(Stored data entries)
━━━━━━━━

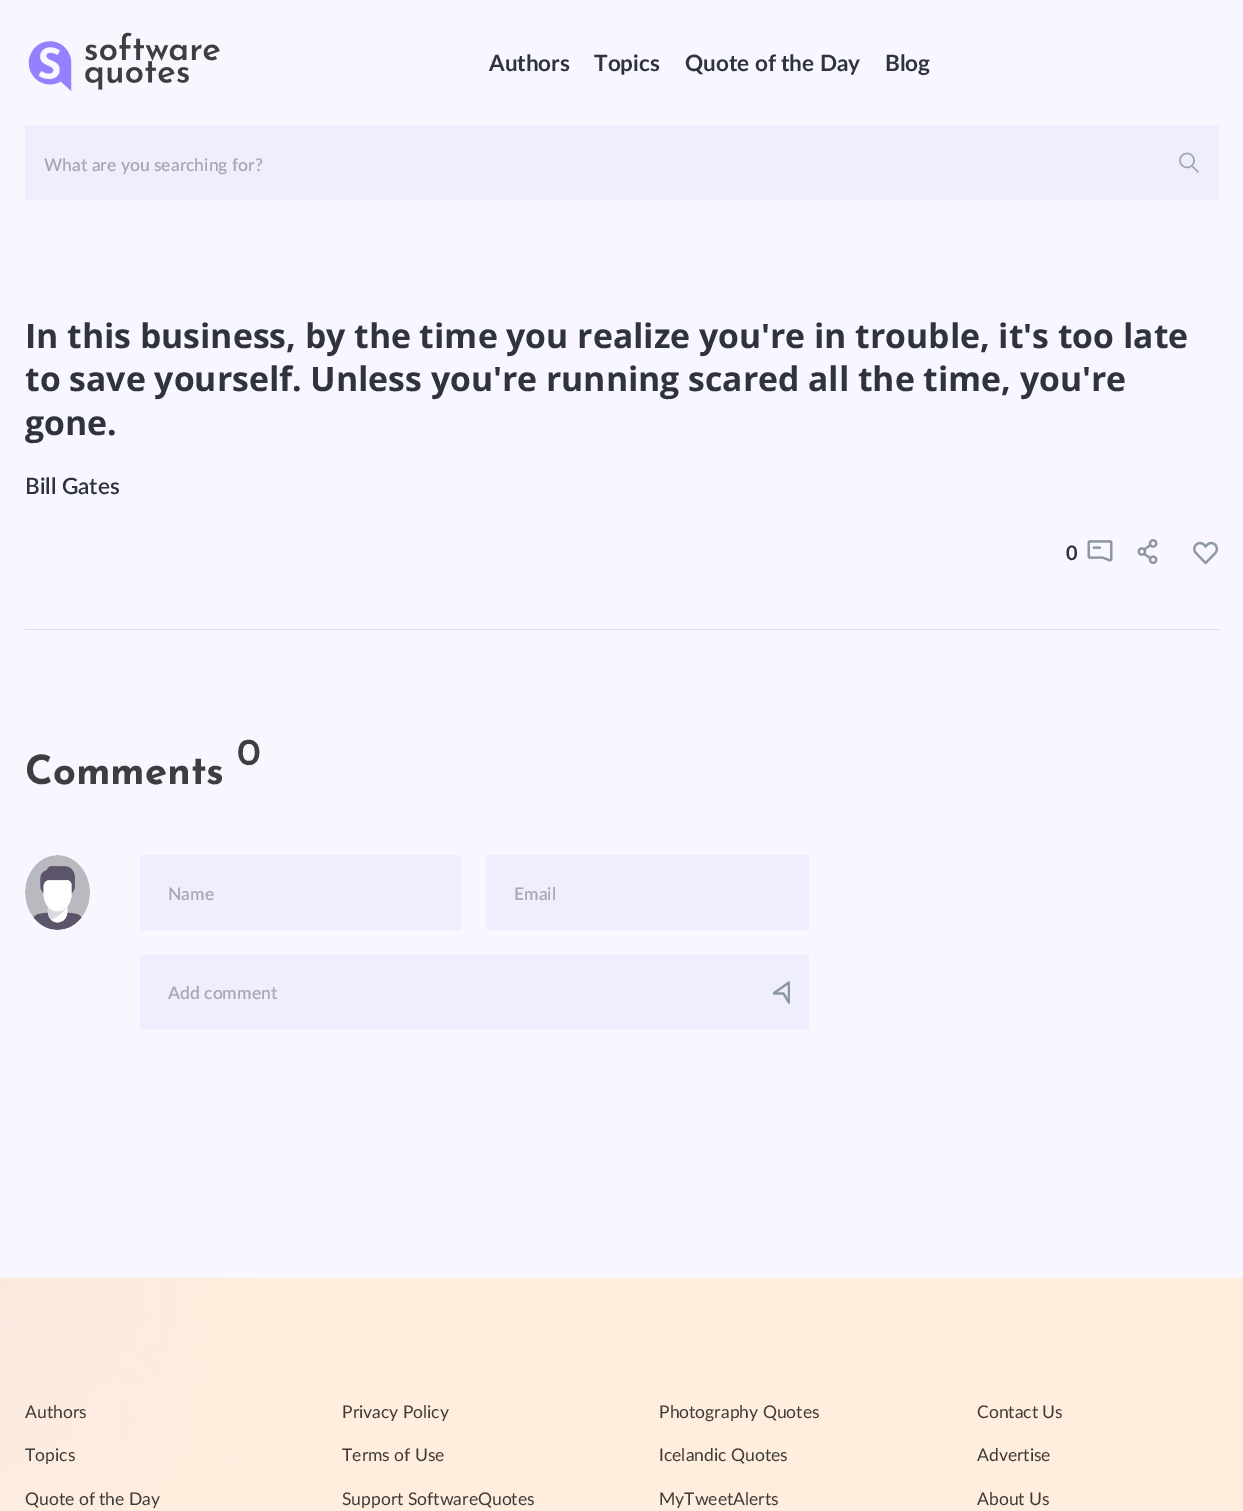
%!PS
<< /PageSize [1243 1511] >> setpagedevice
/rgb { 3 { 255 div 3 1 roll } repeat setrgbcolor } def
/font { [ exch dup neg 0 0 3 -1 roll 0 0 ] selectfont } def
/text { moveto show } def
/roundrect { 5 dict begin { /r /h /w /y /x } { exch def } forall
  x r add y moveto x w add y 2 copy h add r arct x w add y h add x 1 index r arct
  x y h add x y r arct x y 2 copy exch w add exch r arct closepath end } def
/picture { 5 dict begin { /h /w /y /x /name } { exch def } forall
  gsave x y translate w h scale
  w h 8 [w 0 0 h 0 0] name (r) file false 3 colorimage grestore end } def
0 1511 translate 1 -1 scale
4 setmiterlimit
248 247 255 rgb
0 0 1243 1511 rectfill
(img_01.rgb) 28 32 192 60 picture
238 238 255 rgb
25 125 1194 75 rectfill
(img_02.rgb) 1179 152 20 21 picture
215 222 231 rgb
25 629 1194 1 rectfill
(img_03.rgb) 1087 540 26 22 picture
(img_04.rgb) 1137 539 21 25 picture
(img_05.rgb) 1193 541 26 24 picture
(img_06.rgb) 25 855 65 75 picture
238 238 255 rgb
140 855 321 75 2.5 roundrect fill
486 855 323 75 2.5 roundrect fill
140 955 669 75 2.5 roundrect fill
gsave
773 981 17 23 rectclip
142 152 165 rgb
2.2 setlinewidth
1 setlinejoin
773.5 993.5 moveto 15.5 -11 rlineto 0 20 rlineto -5.5 -9 rlineto closepath stroke
grestore
255 238 221 rgb
0 1278 1243 233 rectfill
(img_07.rgb) 0 1277 279 227 picture
/Lato-Bold 22.5 font
47 52 59 rgb
(Authors) 489 71 text
(Topics) 594 71 text
(Quote of the Day) 685 71 text
(Blog) 885 71 text
/Lato-SemiBold 17.5 font
167 167 179 rgb
(What are you searching for?) 44 171 text
/OpenSans-Bold 33.75 font
47 52 59 rgb
(In this business, by the time you realize you're in trouble, it's too late) 25 348 text
(to save yourself. Unless you're running scared all the time, you're) 25 391 text
(gone.) 25 435 text
/Lato-SemiBold 22.5 font
(Bill Gates) 25 494 text
/Lato-Bold 20 font
(0) 1066 560 text
/JosefinSans-Bold 40 font
62 62 64 rgb
(Comments) 25 784 text
/JosefinSans-SemiBold 38 font
(0) 237 765 text
/Lato-SemiBold 17.5 font
167 167 179 rgb
(Name) 168 900 text
(Email) 514 900 text
(Add comment) 168 999 text
/Lato-Regular 17.5 font
63 59 56 rgb
(Authors) 25 1418 text
(Topics) 25 1461 text
(Quote of the Day) 25 1505 text
(Privacy Policy) 342 1418 text
(Terms of Use) 342 1461 text
(Support SoftwareQuotes) 342 1505 text
(Photography Quotes) 659 1418 text
(Icelandic Quotes) 659 1461 text
(MyTweetAlerts) 659 1505 text
(Contact Us) 977 1418 text
(Advertise) 977 1461 text
(About Us) 977 1505 text
showpage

━━━━━━━━

(REQUIRED ACTION) Please reproduce, exactly as they appear above, the lines from the line containing "255 div 3 1" up to and including the line containing "0 1511 translate 1 -1 scale".

(RESPONSE TO THE EXERCISE)
/rgb { 3 { 255 div 3 1 roll } repeat setrgbcolor } def
/font { [ exch dup neg 0 0 3 -1 roll 0 0 ] selectfont } def
/text { moveto show } def
/roundrect { 5 dict begin { /r /h /w /y /x } { exch def } forall
  x r add y moveto x w add y 2 copy h add r arct x w add y h add x 1 index r arct
  x y h add x y r arct x y 2 copy exch w add exch r arct closepath end } def
/picture { 5 dict begin { /h /w /y /x /name } { exch def } forall
  gsave x y translate w h scale
  w h 8 [w 0 0 h 0 0] name (r) file false 3 colorimage grestore end } def
0 1511 translate 1 -1 scale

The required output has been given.